Use Kubernetes admission controllers (OPA Gatekeeper, Kyverno) to enforce policies on ESO resources:

  • Allowed providers -- Restrict which provider types can be configured in SecretStores.
  • Allowed namespaces -- Restrict which namespaces can create ExternalSecrets or PushSecrets.
  • Template validation -- Ensure ExternalSecret templates do not inject malicious content.
  • Creation policy enforcement -- Prevent creationPolicy: Merge or None in sensitive namespaces.

Network Security

  • Deploy ESO in a dedicated namespace with strict network policies.
  • Restrict egress traffic from the ESO controller to only the required provider endpoints.
  • Use TLS for all provider connections. Verify certificates using caBundle or caProvider in SecretStore configuration.
  • For Vault, use mutual TLS (tls.certSecretRef and tls.keySecretRef) when the Vault server requires client certificates.

Audit and Observability

  • ESO emits Kubernetes events for reconciliation successes and failures.
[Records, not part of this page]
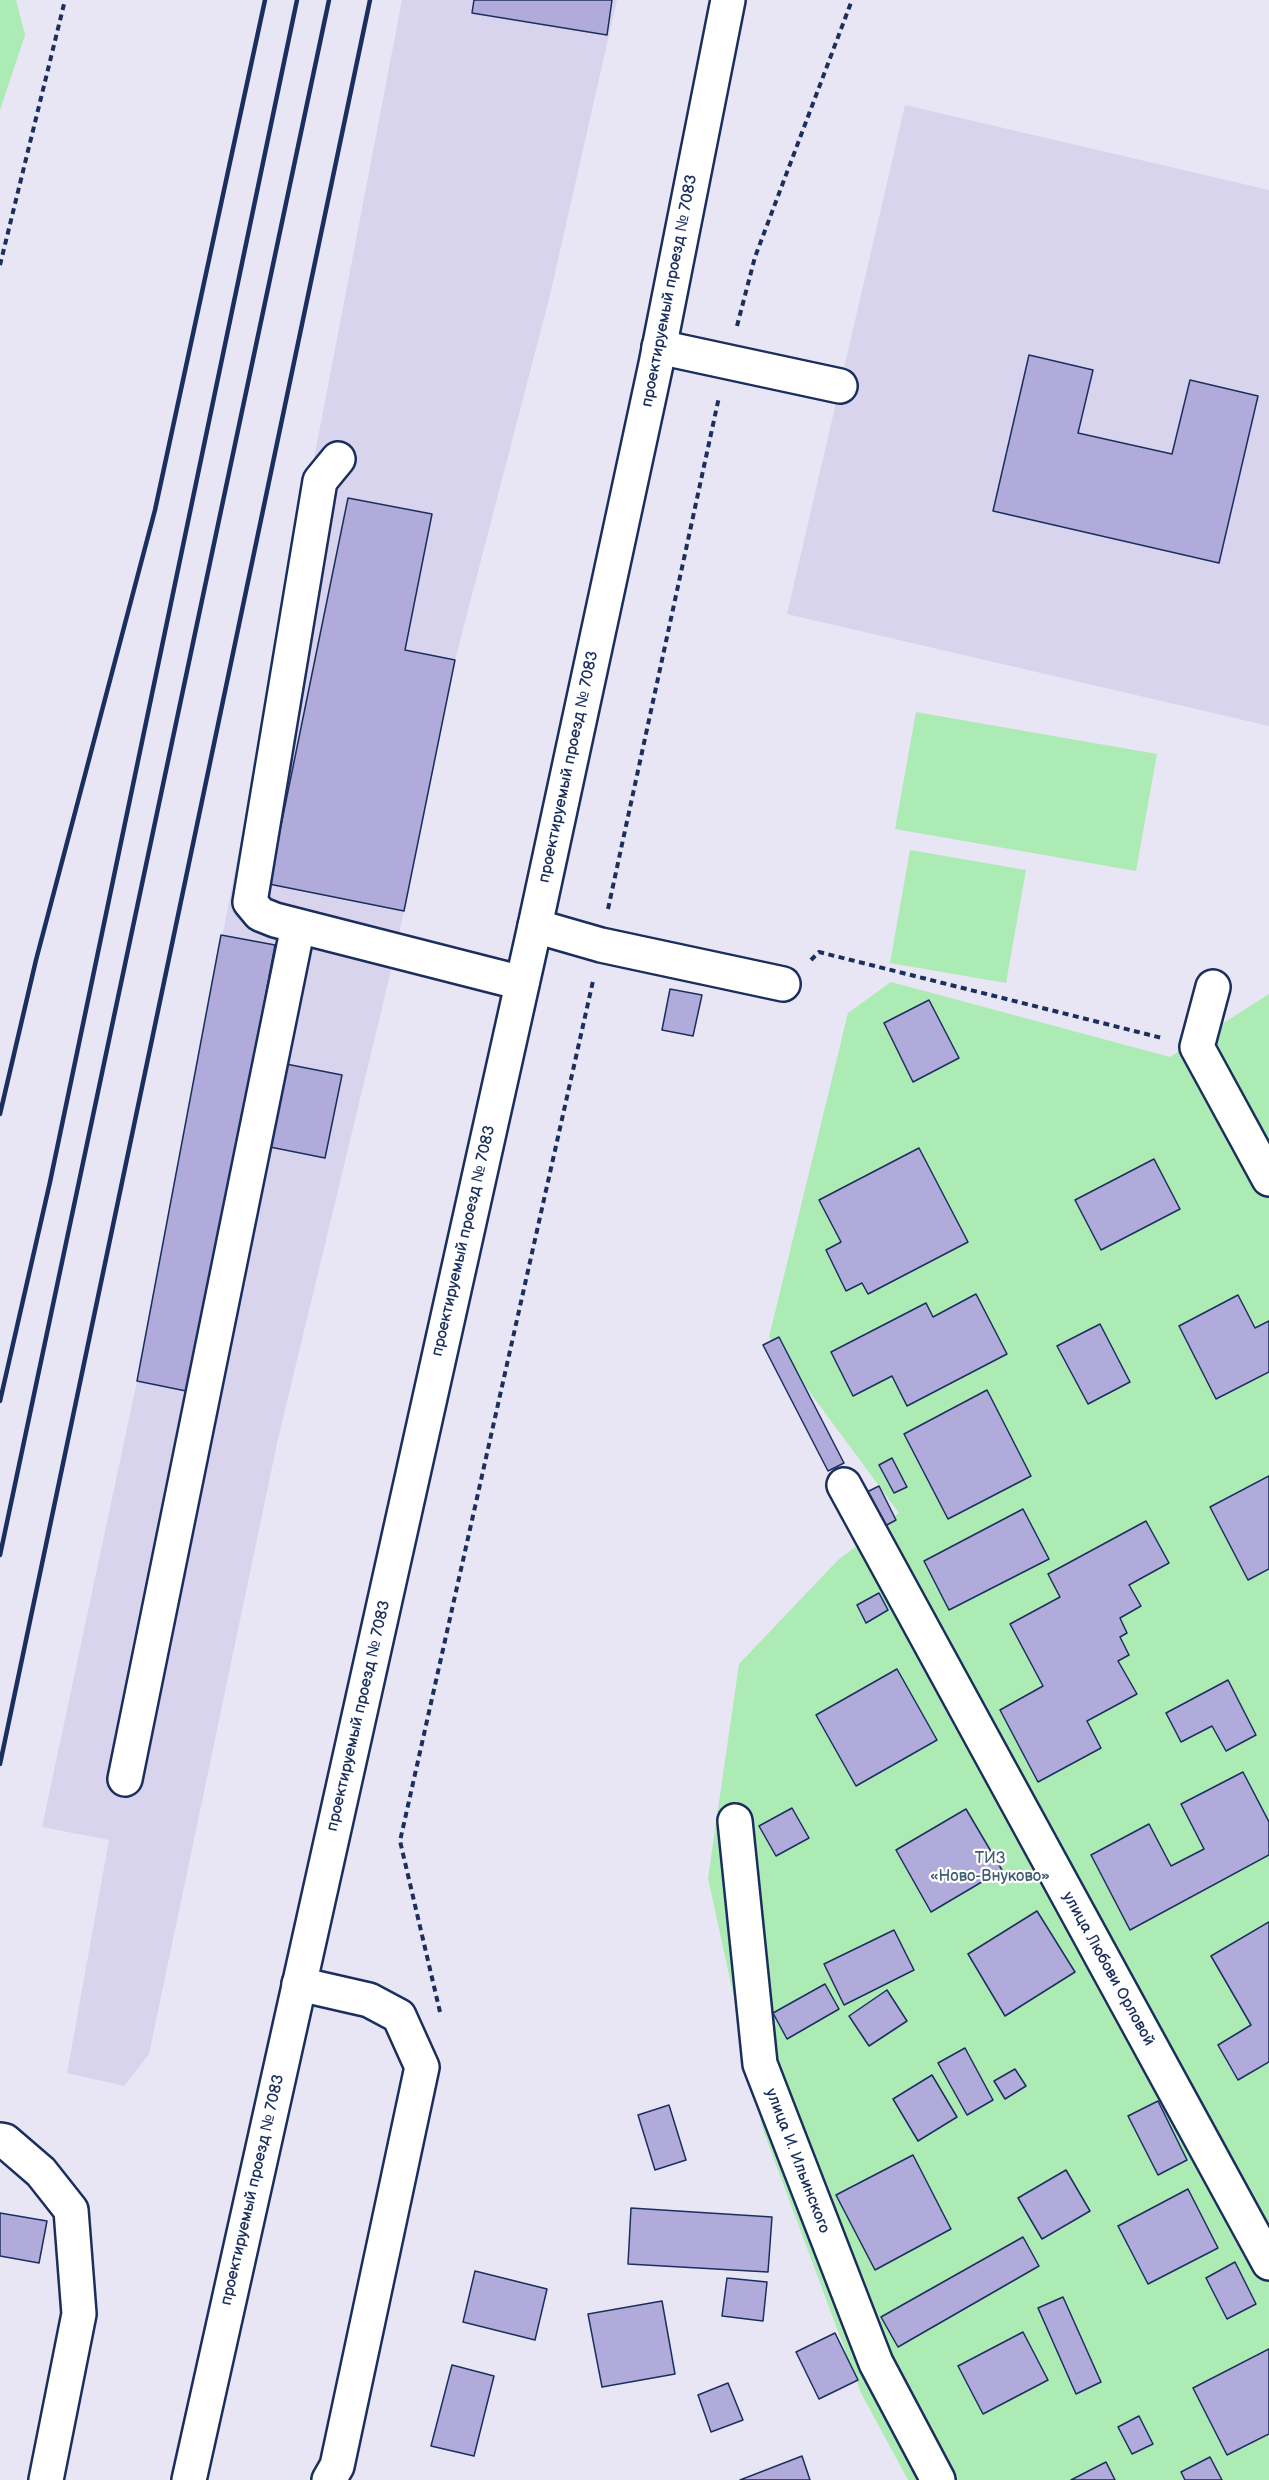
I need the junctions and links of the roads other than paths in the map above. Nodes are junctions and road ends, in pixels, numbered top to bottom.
1 (728, 0) edge
2 (659, 347) junction
3 (840, 386) dead end
4 (338, 459) dead end
5 (298, 926) junction
6 (535, 926) junction
7 (522, 983) junction
8 (783, 984) road end
9 (1213, 987) dead end
10 (1269, 1179) edge
11 (844, 1485) dead end
12 (125, 1779) dead end
13 (735, 1821) dead end
14 (299, 1984) junction
15 (0, 2140) edge
16 (1269, 2263) edge
17 (45, 2480) edge
18 (189, 2480) edge
19 (329, 2480) edge
20 (938, 2480) edge

1 - 2 main road, проектируемый проезд № 7083
2 - 3 main road
2 - 6 main road, проектируемый проезд № 7083
4 - 5 main road
5 - 7 main road
5 - 12 main road
6 - 7 main road, проектируемый проезд № 7083
6 - 8 main road
7 - 14 main road, проектируемый проезд № 7083
9 - 10 main road
11 - 16 main road, улица Любови Орловой
13 - 20 main road, улица И. Ильинского
14 - 18 main road, проектируемый проезд № 7083
14 - 19 main road
15 - 17 main road

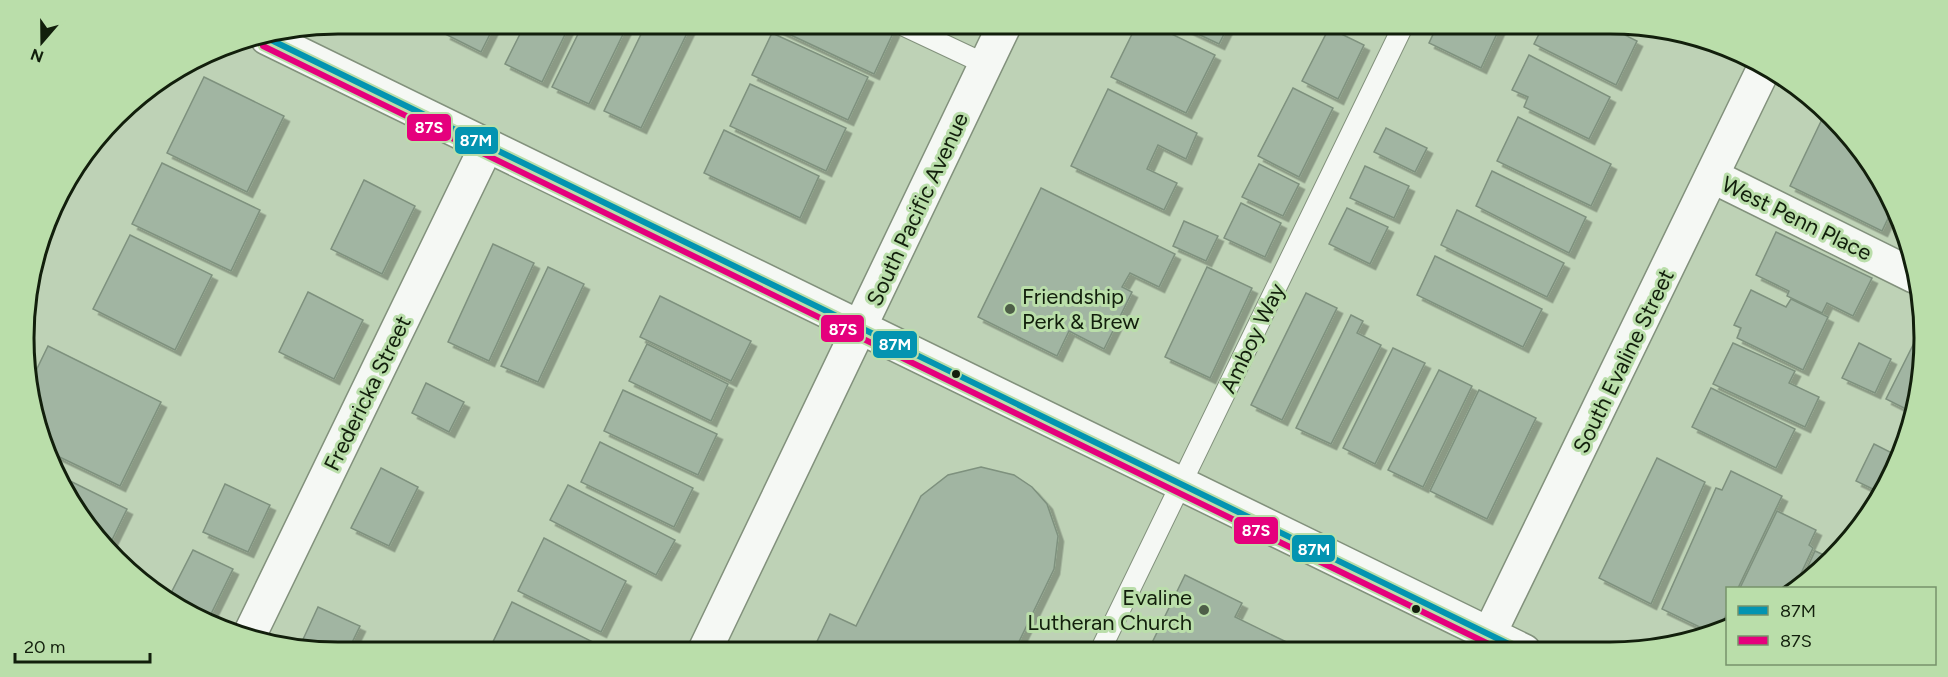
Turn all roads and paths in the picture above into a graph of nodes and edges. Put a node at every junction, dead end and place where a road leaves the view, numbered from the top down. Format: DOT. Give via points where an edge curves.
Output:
graph roads {
  1 [pos="921,34"];
  2 [pos="1000,34"];
  3 [pos="1399,34"];
  4 [pos="274,41"];
  5 [pos="985,64"];
  6 [pos="1761,74"];
  7 [pos="486,147"];
  8 [pos="1712,176"];
  9 [pos="1906,272"];
  10 [pos="861,327"];
  11 [pos="1181,484"];
  12 [pos="252,630"];
  13 [pos="709,642"];
  14 [pos="1104,642"];
  15 [pos="1485,642"];
  1 -- 5 [label="lane"];
  2 -- 5 [label="street, South Pacific Avenue"];
  3 -- 11 [label="lane, Amboy Way"];
  4 -- 7 [label="street"];
  5 -- 10 [label="street, South Pacific Avenue"];
  6 -- 8 [label="street, South Evaline Street"];
  7 -- 10 [label="street"];
  7 -- 12 [label="street, Fredericka Street"];
  8 -- 9 [label="street, West Penn Place"];
  8 -- 15 [label="street, South Evaline Street"];
  10 -- 11 [label="street"];
  10 -- 13 [label="street, South Pacific Avenue"];
  11 -- 14 [label="lane, Amboy Way"];
  11 -- 15 [label="street"];
}
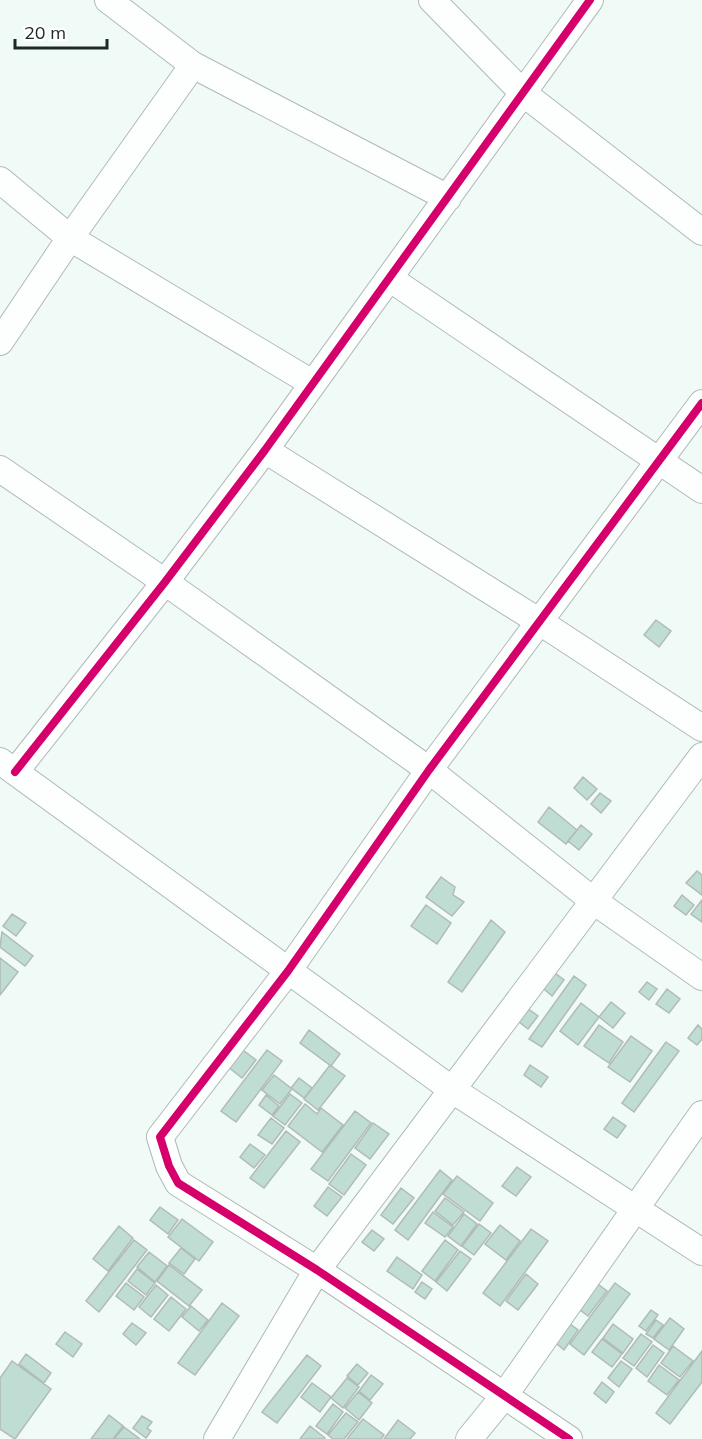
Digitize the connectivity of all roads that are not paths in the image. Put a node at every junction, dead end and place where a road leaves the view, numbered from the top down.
1 (108, 0) edge
2 (432, 0) edge
3 (590, 0) edge
4 (193, 65) junction
5 (523, 93) junction
6 (0, 180) edge
7 (448, 198) junction
8 (702, 232) edge
9 (70, 238) junction
10 (389, 278) junction
11 (0, 342) edge
12 (312, 383) junction
13 (702, 403) edge
14 (265, 450) junction
15 (659, 460) junction
16 (0, 469) edge
17 (702, 490) edge
18 (165, 582) junction
19 (540, 622) junction
20 (702, 728) edge
21 (702, 756) edge
22 (7, 767) edge
23 (429, 770) junction
24 (595, 902) junction
25 (288, 971) junction
26 (702, 977) edge
27 (454, 1091) junction
28 (702, 1114) edge
29 (638, 1209) junction
30 (702, 1252) edge
31 (317, 1270) junction
32 (504, 1396) junction
33 (217, 1439) edge
34 (470, 1439) edge
35 (569, 1439) edge

1 - 4 street
2 - 5 street
3 - 5 street
4 - 7 street
4 - 9 street
5 - 7 street
5 - 8 street
6 - 9 street
7 - 10 street
9 - 11 street
9 - 12 street
10 - 12 street
10 - 15 street
12 - 14 street
13 - 15 street
14 - 18 street
14 - 19 street
15 - 17 street
15 - 19 street
16 - 18 street
18 - 22 street
18 - 23 street
19 - 20 street
19 - 23 street
21 - 24 street
22 - 25 street
23 - 24 street
23 - 25 street
24 - 26 street
24 - 27 street
25 - 27 street
25 - 31 street
27 - 29 street
27 - 31 street
28 - 29 street
29 - 30 street
29 - 32 street
31 - 32 street
31 - 33 street
32 - 34 street
32 - 35 street

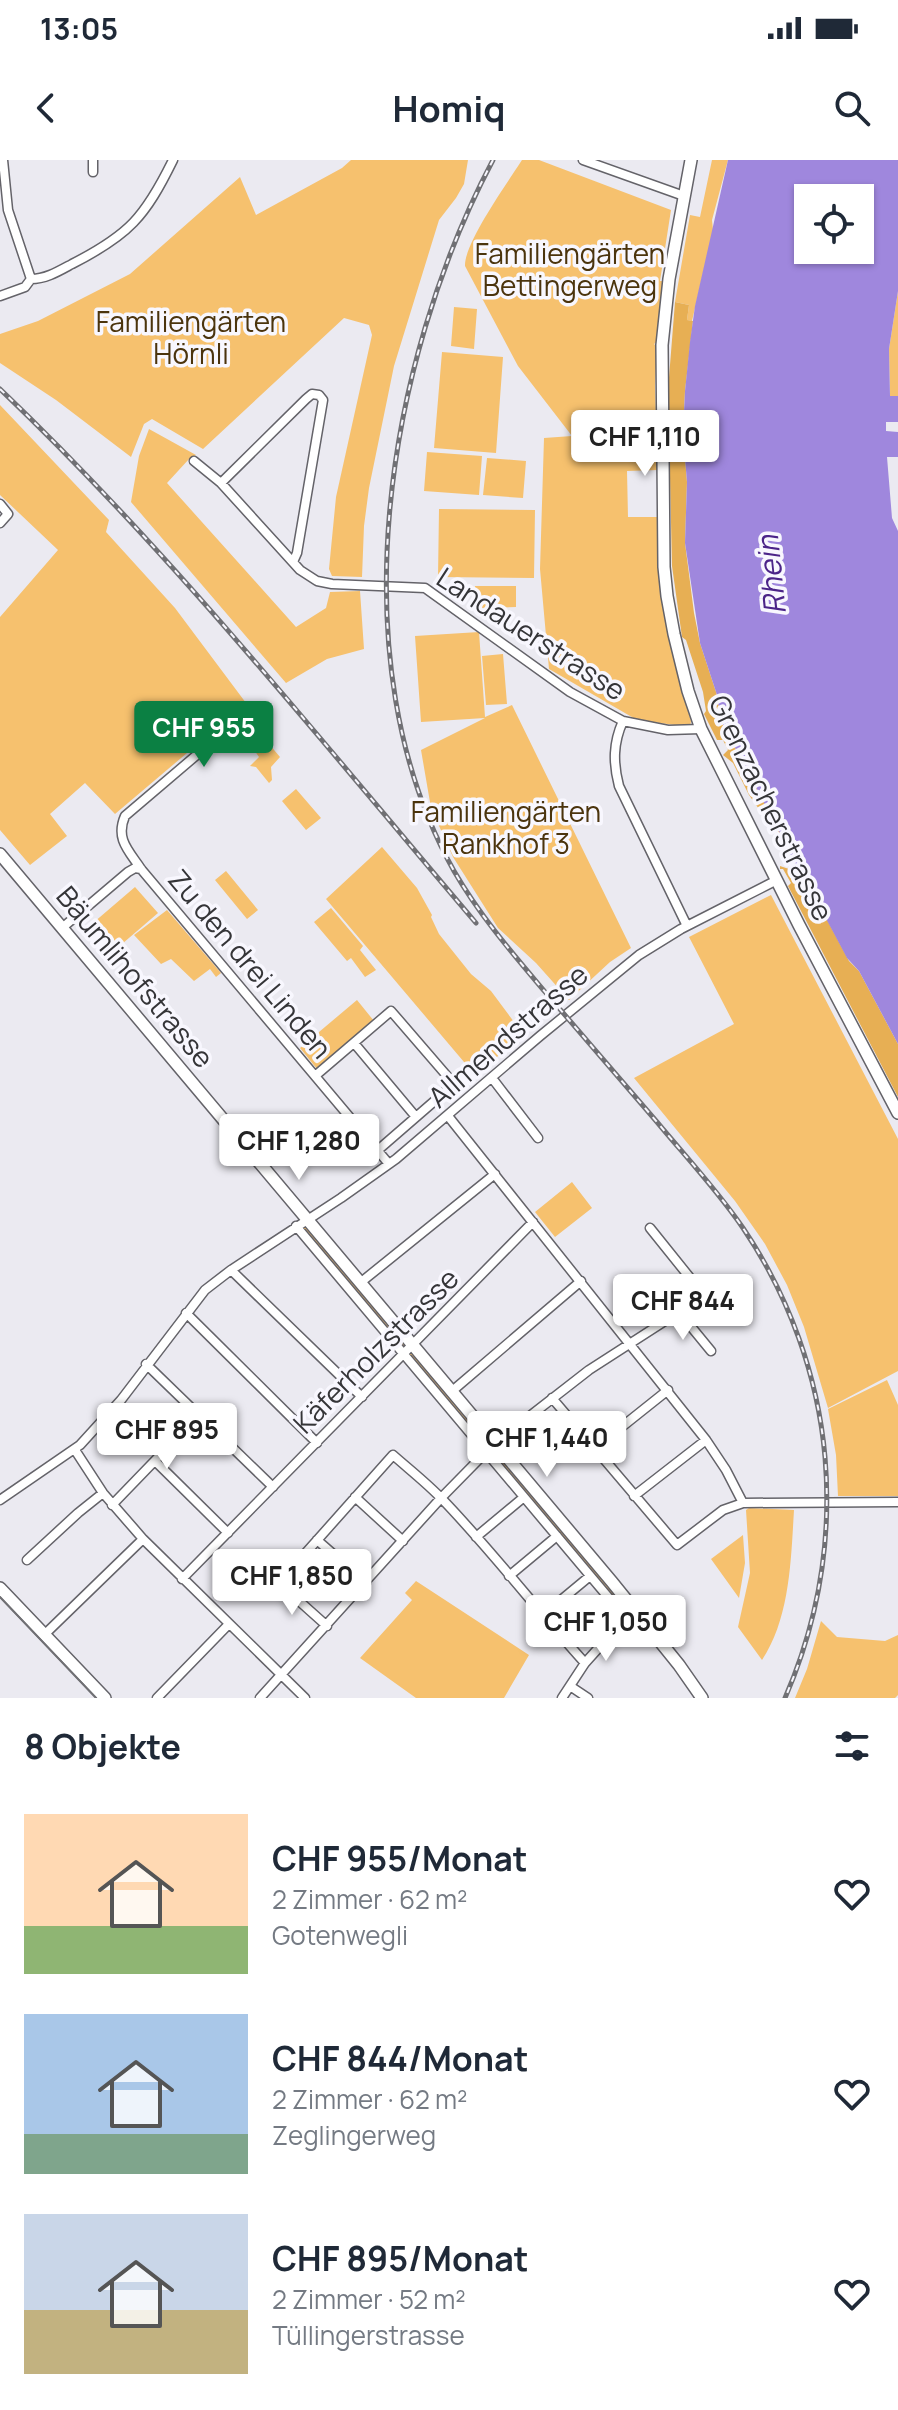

Monitor these events for anomalous patterns.
  • The status field on ExternalSecret and SecretStore resources reflects the current state (Ready, SecretSynced, SecretSyncedError).
  • Log all changes to ESO CRDs via Kubernetes audit logging.
  • Monitor for unexpected Secret modifications that correlate with ExternalSecret reconciliation events.